Screenshot of the Tools/Options wizard in the Code tab from the side and Editing at the top. Use native pipe operator option to select is highlighted.

Q1. Which organisation provided the highest number of Mental Health beds?

arrange()

Reorder rows based on selected variable

beds_data |> 
  arrange(beds_av)

Descending data

We need descending order:

beds_data |> 
  arrange(desc(beds_av))

desc() works for text and numeric variables

Q2. Which 2 organisations provided the highest number of MH beds in September 2018?

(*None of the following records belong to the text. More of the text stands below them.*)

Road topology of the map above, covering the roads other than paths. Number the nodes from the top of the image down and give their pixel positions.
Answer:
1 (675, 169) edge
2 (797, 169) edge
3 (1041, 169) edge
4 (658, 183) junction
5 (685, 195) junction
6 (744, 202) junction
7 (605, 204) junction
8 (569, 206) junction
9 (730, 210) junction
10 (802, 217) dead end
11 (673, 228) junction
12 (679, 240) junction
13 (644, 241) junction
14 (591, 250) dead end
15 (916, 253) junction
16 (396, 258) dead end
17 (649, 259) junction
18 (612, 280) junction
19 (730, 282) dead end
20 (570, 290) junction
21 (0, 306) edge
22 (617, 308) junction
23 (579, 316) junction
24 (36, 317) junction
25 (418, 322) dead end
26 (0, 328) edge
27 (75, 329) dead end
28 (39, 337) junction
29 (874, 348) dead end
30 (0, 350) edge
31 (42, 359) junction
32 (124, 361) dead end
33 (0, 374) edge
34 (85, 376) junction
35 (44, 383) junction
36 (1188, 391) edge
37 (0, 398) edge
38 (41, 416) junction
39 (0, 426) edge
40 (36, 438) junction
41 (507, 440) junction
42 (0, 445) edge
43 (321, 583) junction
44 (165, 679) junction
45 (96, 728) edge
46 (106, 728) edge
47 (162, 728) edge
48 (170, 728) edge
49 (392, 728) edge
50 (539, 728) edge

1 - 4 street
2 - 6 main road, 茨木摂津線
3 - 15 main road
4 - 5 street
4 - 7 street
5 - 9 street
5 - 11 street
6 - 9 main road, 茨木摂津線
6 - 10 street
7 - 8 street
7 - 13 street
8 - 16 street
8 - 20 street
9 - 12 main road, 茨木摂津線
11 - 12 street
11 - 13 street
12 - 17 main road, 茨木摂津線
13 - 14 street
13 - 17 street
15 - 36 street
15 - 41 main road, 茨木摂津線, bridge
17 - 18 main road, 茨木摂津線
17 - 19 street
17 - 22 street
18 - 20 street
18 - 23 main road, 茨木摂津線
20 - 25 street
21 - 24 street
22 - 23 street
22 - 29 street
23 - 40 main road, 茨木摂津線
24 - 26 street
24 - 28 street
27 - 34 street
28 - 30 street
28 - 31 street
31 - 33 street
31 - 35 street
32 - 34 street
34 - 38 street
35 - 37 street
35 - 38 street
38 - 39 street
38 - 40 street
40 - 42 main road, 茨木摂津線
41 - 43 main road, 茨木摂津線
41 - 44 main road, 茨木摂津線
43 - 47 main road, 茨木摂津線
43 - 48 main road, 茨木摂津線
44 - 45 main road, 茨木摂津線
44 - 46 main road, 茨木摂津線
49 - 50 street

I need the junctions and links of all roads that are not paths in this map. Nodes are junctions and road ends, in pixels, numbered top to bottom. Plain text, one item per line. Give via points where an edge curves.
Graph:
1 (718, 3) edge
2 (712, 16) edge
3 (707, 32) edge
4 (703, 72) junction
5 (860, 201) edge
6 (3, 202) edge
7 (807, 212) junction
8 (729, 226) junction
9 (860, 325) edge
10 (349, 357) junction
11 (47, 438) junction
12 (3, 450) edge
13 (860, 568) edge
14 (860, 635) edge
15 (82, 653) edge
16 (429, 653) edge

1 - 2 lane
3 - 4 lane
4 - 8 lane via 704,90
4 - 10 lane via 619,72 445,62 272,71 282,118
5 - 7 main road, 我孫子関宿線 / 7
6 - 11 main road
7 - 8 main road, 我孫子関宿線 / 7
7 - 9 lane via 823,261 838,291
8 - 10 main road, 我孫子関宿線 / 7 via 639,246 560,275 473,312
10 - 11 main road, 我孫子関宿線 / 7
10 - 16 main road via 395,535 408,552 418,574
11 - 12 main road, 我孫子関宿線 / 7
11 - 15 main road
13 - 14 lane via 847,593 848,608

  • We’ll use arrange() as before to get the “highest number”
  • But we require only observations with the date “September 2018”

filter()

The expression inside brackets should return TRUE or FALSE. We are choosing rows where this expression is TRUE.

beds_data |> 
  filter(date == "2018-09-01") 

A negative test of equality

To exclude and test where the expression is NOT equal !=

beds_data |> 
  filter(date != "2018-09-01") 

Ordered and filtered

filter() first to reduce the number of rows to apply the next code to

beds_data  |> 
  filter(date == "2018-09-01") |> 
  arrange(desc(beds_av)) 

Find the top 2 organisations

This isn’t a key function but useful and there are many other functions for slice...

beds_data  |> 
  arrange(desc(beds_av)) |> 
  filter(date == "2018-09-01") |> 
  slice_head(n = 2)

Q3. Which organisations had the highest percentage bed occupancy in September 2018?

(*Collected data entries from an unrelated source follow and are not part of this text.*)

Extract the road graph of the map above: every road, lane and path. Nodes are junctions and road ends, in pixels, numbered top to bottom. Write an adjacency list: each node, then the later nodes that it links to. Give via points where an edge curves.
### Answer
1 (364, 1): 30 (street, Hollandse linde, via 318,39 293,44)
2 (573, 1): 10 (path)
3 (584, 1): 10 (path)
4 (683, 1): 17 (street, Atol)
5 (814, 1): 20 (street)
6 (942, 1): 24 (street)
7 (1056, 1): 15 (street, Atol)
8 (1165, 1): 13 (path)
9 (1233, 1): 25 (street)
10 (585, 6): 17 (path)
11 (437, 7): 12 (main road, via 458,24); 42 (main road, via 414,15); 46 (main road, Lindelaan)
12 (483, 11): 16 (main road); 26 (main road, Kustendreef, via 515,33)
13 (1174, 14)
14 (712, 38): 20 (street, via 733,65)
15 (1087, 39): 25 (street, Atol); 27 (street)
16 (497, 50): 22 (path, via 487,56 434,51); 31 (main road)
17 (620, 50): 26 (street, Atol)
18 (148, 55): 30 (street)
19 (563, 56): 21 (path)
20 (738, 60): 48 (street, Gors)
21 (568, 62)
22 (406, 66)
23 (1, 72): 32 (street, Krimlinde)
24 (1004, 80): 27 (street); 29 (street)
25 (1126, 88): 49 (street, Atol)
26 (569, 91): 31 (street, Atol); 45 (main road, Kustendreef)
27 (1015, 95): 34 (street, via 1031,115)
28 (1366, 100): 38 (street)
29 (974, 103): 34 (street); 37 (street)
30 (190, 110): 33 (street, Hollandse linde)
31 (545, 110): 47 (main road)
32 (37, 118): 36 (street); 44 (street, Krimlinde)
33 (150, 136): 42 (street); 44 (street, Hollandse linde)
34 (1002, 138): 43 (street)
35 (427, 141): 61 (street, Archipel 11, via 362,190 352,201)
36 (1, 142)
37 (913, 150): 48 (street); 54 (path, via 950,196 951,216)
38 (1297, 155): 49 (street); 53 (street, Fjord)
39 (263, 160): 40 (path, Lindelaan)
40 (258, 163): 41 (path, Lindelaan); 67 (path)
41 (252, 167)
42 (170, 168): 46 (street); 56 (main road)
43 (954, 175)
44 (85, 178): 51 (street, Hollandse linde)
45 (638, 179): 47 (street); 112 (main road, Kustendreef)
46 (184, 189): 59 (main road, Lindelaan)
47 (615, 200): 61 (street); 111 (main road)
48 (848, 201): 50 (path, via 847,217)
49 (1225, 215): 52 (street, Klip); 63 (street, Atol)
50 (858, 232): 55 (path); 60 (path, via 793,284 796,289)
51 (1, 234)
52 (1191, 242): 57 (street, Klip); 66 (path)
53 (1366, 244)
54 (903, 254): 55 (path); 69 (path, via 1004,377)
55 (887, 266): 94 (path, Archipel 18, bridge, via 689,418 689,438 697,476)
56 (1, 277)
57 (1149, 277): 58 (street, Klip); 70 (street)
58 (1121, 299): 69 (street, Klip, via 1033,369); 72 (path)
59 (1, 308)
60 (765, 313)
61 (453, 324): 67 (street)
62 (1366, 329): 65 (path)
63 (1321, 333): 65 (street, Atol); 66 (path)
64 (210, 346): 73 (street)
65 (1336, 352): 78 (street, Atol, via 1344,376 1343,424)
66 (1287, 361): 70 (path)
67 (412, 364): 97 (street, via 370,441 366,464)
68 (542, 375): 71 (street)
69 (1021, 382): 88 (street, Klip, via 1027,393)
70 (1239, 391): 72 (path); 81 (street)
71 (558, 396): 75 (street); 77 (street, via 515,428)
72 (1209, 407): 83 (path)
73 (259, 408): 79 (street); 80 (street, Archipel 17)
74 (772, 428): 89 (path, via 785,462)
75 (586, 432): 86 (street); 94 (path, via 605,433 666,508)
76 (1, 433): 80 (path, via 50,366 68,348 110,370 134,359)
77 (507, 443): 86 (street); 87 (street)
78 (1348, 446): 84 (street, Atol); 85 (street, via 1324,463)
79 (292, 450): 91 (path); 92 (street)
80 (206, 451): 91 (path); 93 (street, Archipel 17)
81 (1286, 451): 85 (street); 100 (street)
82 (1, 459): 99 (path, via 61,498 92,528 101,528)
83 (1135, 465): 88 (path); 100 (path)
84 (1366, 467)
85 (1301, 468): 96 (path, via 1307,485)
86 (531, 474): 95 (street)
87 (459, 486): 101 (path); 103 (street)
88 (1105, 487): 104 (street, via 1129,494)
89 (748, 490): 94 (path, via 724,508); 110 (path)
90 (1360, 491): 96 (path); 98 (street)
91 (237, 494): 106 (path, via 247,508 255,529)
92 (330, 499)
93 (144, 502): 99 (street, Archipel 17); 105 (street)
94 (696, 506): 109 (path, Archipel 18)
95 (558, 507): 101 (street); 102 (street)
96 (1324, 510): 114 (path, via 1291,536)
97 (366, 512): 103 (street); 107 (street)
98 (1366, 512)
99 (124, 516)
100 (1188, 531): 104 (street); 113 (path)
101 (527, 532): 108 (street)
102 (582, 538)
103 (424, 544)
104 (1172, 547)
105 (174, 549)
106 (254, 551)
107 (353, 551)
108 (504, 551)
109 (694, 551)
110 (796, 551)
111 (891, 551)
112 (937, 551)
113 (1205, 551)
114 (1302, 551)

  • We’ll use arrange() as before to find “highest”
  • We’ll use filter() as before to restrict by date “September 2018”
  • But we don’t have a percentage variable in the data

Create new variables

= in this context is an alias not a test of equality

beds_data |> 
  mutate(perc_occ = occ_av / beds_av) |> 
  filter(date == "2018-09-01") |> 
  arrange(desc(perc_occ)) 

Q4. What was the mean number of beds (for the dataset)?

  • Let’s first look at how we’d produce summary statistics like a mean
  • And then see how this can be applied to groups of data like organisations

summarise()

Collapses a single summary value

beds_data |> 
  summarise(mean_beds = mean(beds_av))

Missing values

We’ll need to remove NA (not available) values to get a suitable mean. TRUE can also be T

beds_data |> 
  summarise(mean_beds = mean(beds_av,
                             na.rm = TRUE)) 

Have a go!

Instead of mean() use median()

object |> 
  summarise(new_name = function_name(column_name,
                                     na.rm = ???))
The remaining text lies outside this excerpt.